La leçon de Ségolène Royal à ses amis socialistes

Ecrit par  Zaki LAÏDI
Chroniqueur – politologue au Centre d’études et de recherches internationales (CERI)

Quelles que soient les réserves que suscitent tant la personnalité que le programme politique de Ségolène Royal, force est de constater sa supériorité tactique sur la plupart des dirigeants socialistes. Bien mieux qu’eux, elle a compris que l’élection présidentielle était d’abord et avant toute une aventure personnelle. Et si elle l’a si bien compris c’est parce qu’elle est mitterrandienne bien avant d’être socialiste.

Les motifs qui ont poussé Ségolène Royal à se lancer dans la bataille des primaires après avoir habilement feint d’être rentrée dans le rang tiennent à deux raisons. La première et la plus fondamentale fait qu’elle a senti que ses deux principaux rivaux hésitaient à se lancer dans la course. En effet, ni Martine Aubry ni DSK ne semblent certains de vouloir accéder à la magistrature suprême ou de tout faire pour y accéder. Si « ils » hésitent c’est qu’ils ne sont pas sûrs d’eux. Tel est le raisonnement de Mme Royal. A leur indécision elle oppose sa détermination.

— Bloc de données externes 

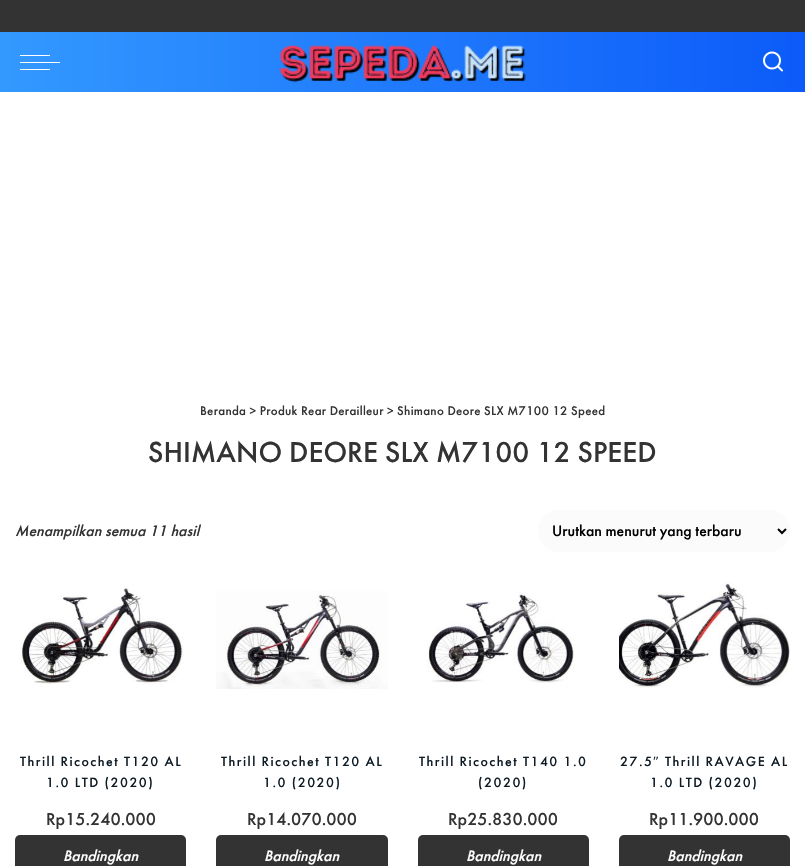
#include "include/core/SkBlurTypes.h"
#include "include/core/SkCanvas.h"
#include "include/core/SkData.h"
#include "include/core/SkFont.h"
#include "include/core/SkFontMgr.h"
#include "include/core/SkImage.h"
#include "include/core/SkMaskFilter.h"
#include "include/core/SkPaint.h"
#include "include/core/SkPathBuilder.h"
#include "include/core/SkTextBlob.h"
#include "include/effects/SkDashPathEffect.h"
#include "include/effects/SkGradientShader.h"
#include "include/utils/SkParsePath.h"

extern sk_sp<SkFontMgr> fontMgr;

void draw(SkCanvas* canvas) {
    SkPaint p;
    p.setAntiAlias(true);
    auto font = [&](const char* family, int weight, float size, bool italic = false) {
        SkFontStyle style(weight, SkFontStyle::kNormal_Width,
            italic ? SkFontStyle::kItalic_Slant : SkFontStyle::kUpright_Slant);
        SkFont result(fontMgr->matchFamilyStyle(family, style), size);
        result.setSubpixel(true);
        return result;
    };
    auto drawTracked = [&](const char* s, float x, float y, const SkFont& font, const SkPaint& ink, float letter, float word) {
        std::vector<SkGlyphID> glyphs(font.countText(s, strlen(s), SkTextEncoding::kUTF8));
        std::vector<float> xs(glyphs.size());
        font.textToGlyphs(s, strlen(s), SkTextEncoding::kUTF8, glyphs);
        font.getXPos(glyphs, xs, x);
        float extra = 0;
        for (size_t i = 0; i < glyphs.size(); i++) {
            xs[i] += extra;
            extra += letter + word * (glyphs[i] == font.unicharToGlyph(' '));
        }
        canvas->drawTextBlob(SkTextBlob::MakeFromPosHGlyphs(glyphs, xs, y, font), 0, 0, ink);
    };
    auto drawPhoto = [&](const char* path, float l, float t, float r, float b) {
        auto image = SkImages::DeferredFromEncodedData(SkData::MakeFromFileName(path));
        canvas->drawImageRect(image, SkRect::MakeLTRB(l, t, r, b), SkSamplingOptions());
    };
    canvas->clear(0xFFFFFFFF);
    p.setColor(0xFF333333);
    canvas->drawRect(SkRect::MakeLTRB(0, 0, 805, 32), p);
    {
        const SkColor colors[] = {0xFF3399FF, 0xFF0C5BF9};
        const float stops[] = {0, 1};
        const SkPoint ends[] = {{0, 62}, {805, 62}};
        p.setShader(SkGradientShader::MakeLinear(ends, colors, stops, 2, SkTileMode::kClamp));
        p.setAlpha(255);
    }
    canvas->drawRect(SkRect::MakeLTRB(0, 32, 805, 92), p);
    p.setShader(nullptr);
    {
        const struct { float l, t, r, b; SkColor color; } items[] = {
            {20, 62, 60, 63, 0xFFFFFFFF},
            {20, 55, 50, 56, 0xFFFFFFFF},
            {20, 69, 50, 70, 0xFFFFFFFF},
        };
        for (auto [l, t, r, b, color] : items) {
            p.setColor(color);
            canvas->drawRect(SkRect::MakeLTRB(l, t, r, b), p);
        }
    }
    drawPhoto("media/1.png", 279, 45, 526, 83);
    drawPhoto("media/2.png", 763, 51, 783, 72);
    auto font1 = font("Futura PT", 500, 13);
    p.setColor(0xFF333333);
    drawTracked("Beranda > Produk Rear Derailleur > Shimano Deore SLX M7100 12 Speed", 200, 415, font1, p, 0.27f, 0);
    auto font2 = font("Futura PT", 500, 30);
    canvas->drawString("SHIMANO DEORE SLX M7100 12 SPEED", 148, 462, font2, p);
    auto font3 = font("Futura PT", 500, 15.75f, true);
    canvas->drawString("Menampilkan semua 11 hasil", 15, 536, font3, p);
    p.setColor(0xFFFBFBFB);
    canvas->drawRoundRect(SkRect::MakeLTRB(538, 510, 790, 552), 21, 21, p);
    p.setStyle(SkPaint::kStroke_Style);
    p.setStrokeWidth(2);
    p.setColor(0xFF000000);
    canvas->drawPath(SkPathBuilder().moveTo(778, 529).lineTo(782, 533).lineTo(786, 529).detach(), p);
    auto font4 = font("Futura PT", 500, 15.75f);
    p.setStyle(SkPaint::kFill_Style);
    canvas->drawString("Urutkan menurut yang terbaru", 552, 536, font4, p);
    drawPhoto("media/3.png", 20, 588, 184, 685);
    auto font5 = font("Futura PT", 500, 14);
    p.setColor(0xFF0E1B25);
    drawTracked("Thrill Ricochet T120 AL", 20, 766, font5, p, 1.5f, 0);
    drawTracked("1.0 LTD (2020)", 46, 787, font5, p, 1.5f, 0);
    auto font6 = font("Futura PT", 500, 18);
    p.setColor(0xFF333333);
    canvas->drawString("Rp15.240.000", 46, 825, font6, p);
    canvas->drawRoundRect(SkRect::MakeLTRB(15, 835, 186, 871), 5, 5, p);
    p.setColor(0xFFFFFFFF);
    canvas->drawString("Bandingkan", 63, 861, font3, p);
    drawPhoto("media/4.png", 216, 591, 388, 689);
    p.setColor(0xFF0E1B25);
    drawTracked("Thrill Ricochet T120 AL", 221, 766, font5, p, 1.5f, 0);
    drawTracked("1.0 (2020)", 263, 787, font5, p, 1.5f, 0);
    p.setColor(0xFF333333);
    canvas->drawString("Rp14.070.000", 247, 825, font6, p);
    canvas->drawRoundRect(SkRect::MakeLTRB(216, 835, 388, 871), 5, 5, p);
    p.setColor(0xFFFFFFFF);
    canvas->drawString("Bandingkan", 264, 861, font3, p);
    drawPhoto("media/5.png", 427, 592, 574, 683);
    p.setColor(0xFF0E1B25);
    drawTracked("Thrill Ricochet T140 1.0", 419, 766, font5, p, 1.5f, 0);
    drawTracked("(2020)", 478, 787, font5, p, 1.5f, 0);
    p.setColor(0xFF333333);
    canvas->drawString("Rp25.830.000", 448, 825, font6, p);
    canvas->drawRoundRect(SkRect::MakeLTRB(418, 835, 589, 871), 5, 5, p);
    p.setColor(0xFFFFFFFF);
    canvas->drawString("Bandingkan", 466, 861, font3, p);
    drawPhoto("media/6.png", 619, 582, 790, 689);
    p.setColor(0xFF0E1B25);
    drawTracked("27.5", 620, 766, font5, p, 1.5f, 0);
    auto font7 = font("Liberation Serif", 400, 14);
    drawTracked("″", 653, 766, font7, p, 1.5f, 0);
    drawTracked("Thrill RAVAGE AL", 665, 766, font5, p, 1.5f, 0);
    drawTracked("1.0 LTD (2020)", 650, 787, font5, p, 1.5f, 0);
    p.setColor(0xFF333333);
    canvas->drawString("Rp11.900.000", 649, 825, font6, p);
    canvas->drawRoundRect(SkRect::MakeLTRB(619, 835, 790, 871), 5, 5, p);
    p.setColor(0xFFFFFFFF);
    canvas->drawString("Bandingkan", 667, 861, font3, p);
}
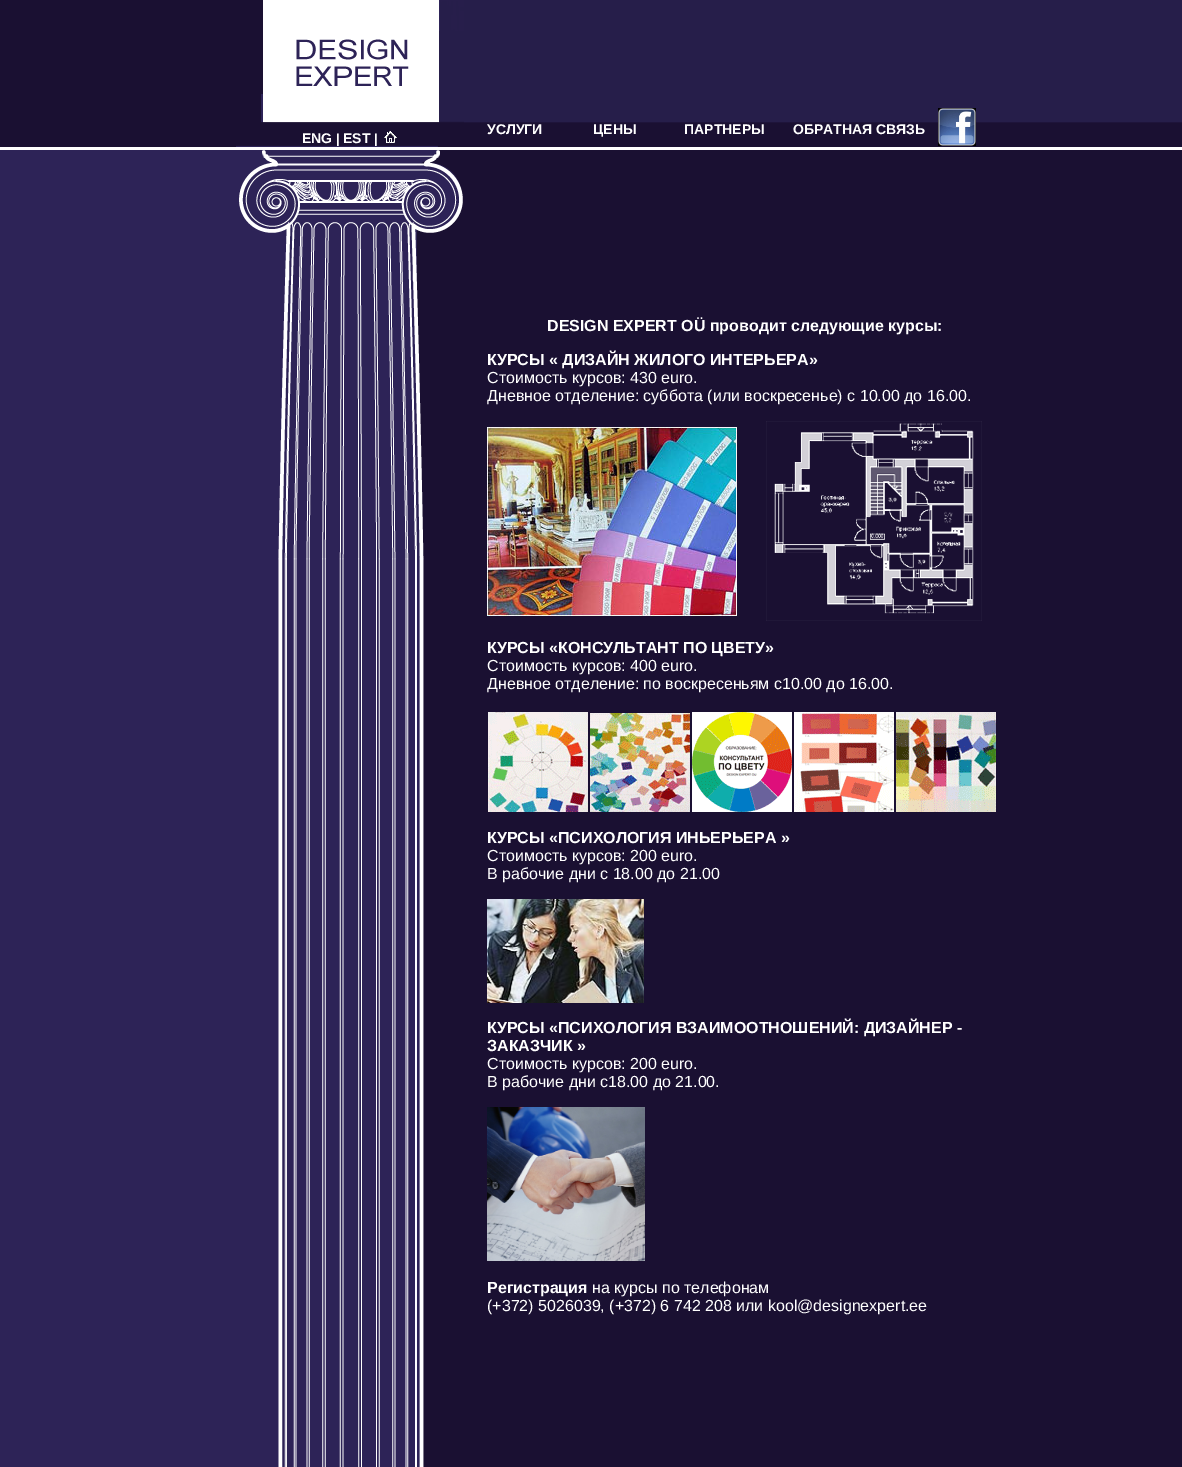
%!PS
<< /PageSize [1182 1467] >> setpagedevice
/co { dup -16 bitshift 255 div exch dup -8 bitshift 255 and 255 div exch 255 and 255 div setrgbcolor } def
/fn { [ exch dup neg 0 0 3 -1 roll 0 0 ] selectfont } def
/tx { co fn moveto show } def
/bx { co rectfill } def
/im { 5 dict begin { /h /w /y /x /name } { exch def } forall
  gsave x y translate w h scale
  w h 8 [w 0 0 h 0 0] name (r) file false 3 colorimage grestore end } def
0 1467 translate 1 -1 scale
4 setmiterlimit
0 0 1182 1467 16#FFFFFF bx
0 0 236 147 16#1A1032 bx
464 0 718 122 16#261E4A bx
(media/1.raw) 464 122 718 28 im
(media/2.raw) 938 108 38 38 im
(media/3.raw) 236 0 228 147 im
(media/4.raw) 296 39 113 47 im
(media/5.raw) 384 131 13 12 im
0 150 236 1317 16#2D2357 bx
(media/6.raw) 236 150 228 1317 im
(media/7.raw) 239 150 224 410 im
464 150 718 1317 16#1A1032 bx
(media/8.raw) 487 427 250 189 im
(media/9.raw) 766 421 216 200 im
(media/10.raw) 488 712 508 100 im
(media/11.raw) 487 899 157 104 im
(media/12.raw) 487 1107 158 154 im
(УСЛУГИ) 487 134 /LiberationSans-Bold 14 16#FFFFFF tx
(ЦЕНЫ) 593 134 /LiberationSans-Bold 14 16#FFFFFF tx
(ПАРТНЕРЫ) 684 134 /LiberationSans-Bold 14 16#FFFFFF tx
(ОБРАТНАЯ СВЯЗЬ) 793 134 /LiberationSans-Bold 14 16#FFFFFF tx
(ENG) 302 143 /LiberationSans-Bold 14 16#FFFFFF tx
(|) 336 143 /LiberationSans-Bold 13 16#FFFFFF tx
(EST) 343 143 /LiberationSans-Bold 14 16#FFFFFF tx
(|) 374 143 /LiberationSans-Bold 13 16#FFFFFF tx
(DESIGN EXPERT OÜ проводит следующие курсы:) 547 331 /LiberationSans-Bold 16 16#FFFFFF tx
(КУРСЫ « ДИЗАЙН ЖИЛОГО ИНТЕРЬЕРА») 487 365 /LiberationSans-Bold 16 16#FFFFFF tx
(Стоимость курсов: 430 euro.) 487 383 /LiberationSans-Regular 16 16#FFFFFF tx
(Дневное отделение: суббота \(или воскресенье\) с 10.00 до 16.00.) 487 401 /LiberationSans-Regular 16 16#FFFFFF tx
(КУРСЫ «КОНСУЛЬТАНТ ПО ЦВЕТУ») 487 653 /LiberationSans-Bold 16 16#FFFFFF tx
(Стоимость курсов: 400 euro.) 487 671 /LiberationSans-Regular 16 16#FFFFFF tx
(Дневное отделение: по воскресеньям с10.00 до 16.00.) 487 689 /LiberationSans-Regular 16 16#FFFFFF tx
(КУРСЫ «ПСИХОЛОГИЯ ИНЬЕРЬЕРА ») 487 843 /LiberationSans-Bold 16 16#FFFFFF tx
(Стоимость курсов: 200 euro.) 487 861 /LiberationSans-Regular 16 16#FFFFFF tx
(В рабочие дни с 18.00 до 21.00) 487 879 /LiberationSans-Regular 16 16#FFFFFF tx
(КУРСЫ «ПСИХОЛОГИЯ ВЗАИМООТНОШЕНИЙ: ДИЗАЙНЕР -) 487 1033 /LiberationSans-Bold 16 16#FFFFFF tx
(ЗАКАЗЧИК ») 487 1051 /LiberationSans-Bold 16 16#FFFFFF tx
(Стоимость курсов: 200 euro.) 487 1069 /LiberationSans-Regular 16 16#FFFFFF tx
(В рабочие дни с18.00 до 21.00.) 487 1087 /LiberationSans-Regular 16 16#FFFFFF tx
(Регистрация) 487 1293 /LiberationSans-Bold 16 16#FFFFFF tx
(на курсы по телефонам) 592 1293 /LiberationSans-Regular 16 16#FFFFFF tx
(\(+372\) 5026039, \(+372\) 6 742 208 или kool@designexpert.ee) 487 1311 /LiberationSans-Regular 16 16#FFFFFF tx
showpage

La seconde tient au fait que Martine Aubry n’a probablement pas réussi à s’imposer, aux yeux de son parti, comme un leader d’opposition indiscutable notamment pendant la grève sur les retraites. Ce relatif échec tient au fait qu’elle n’est pas nécessairement à l’aise dans les jeux d’appareil partisans, des jeux que maîtrise fort bien un Benoît Hamon, dépourvu de tout mandat national, mais décidé à barrer la route à DSK.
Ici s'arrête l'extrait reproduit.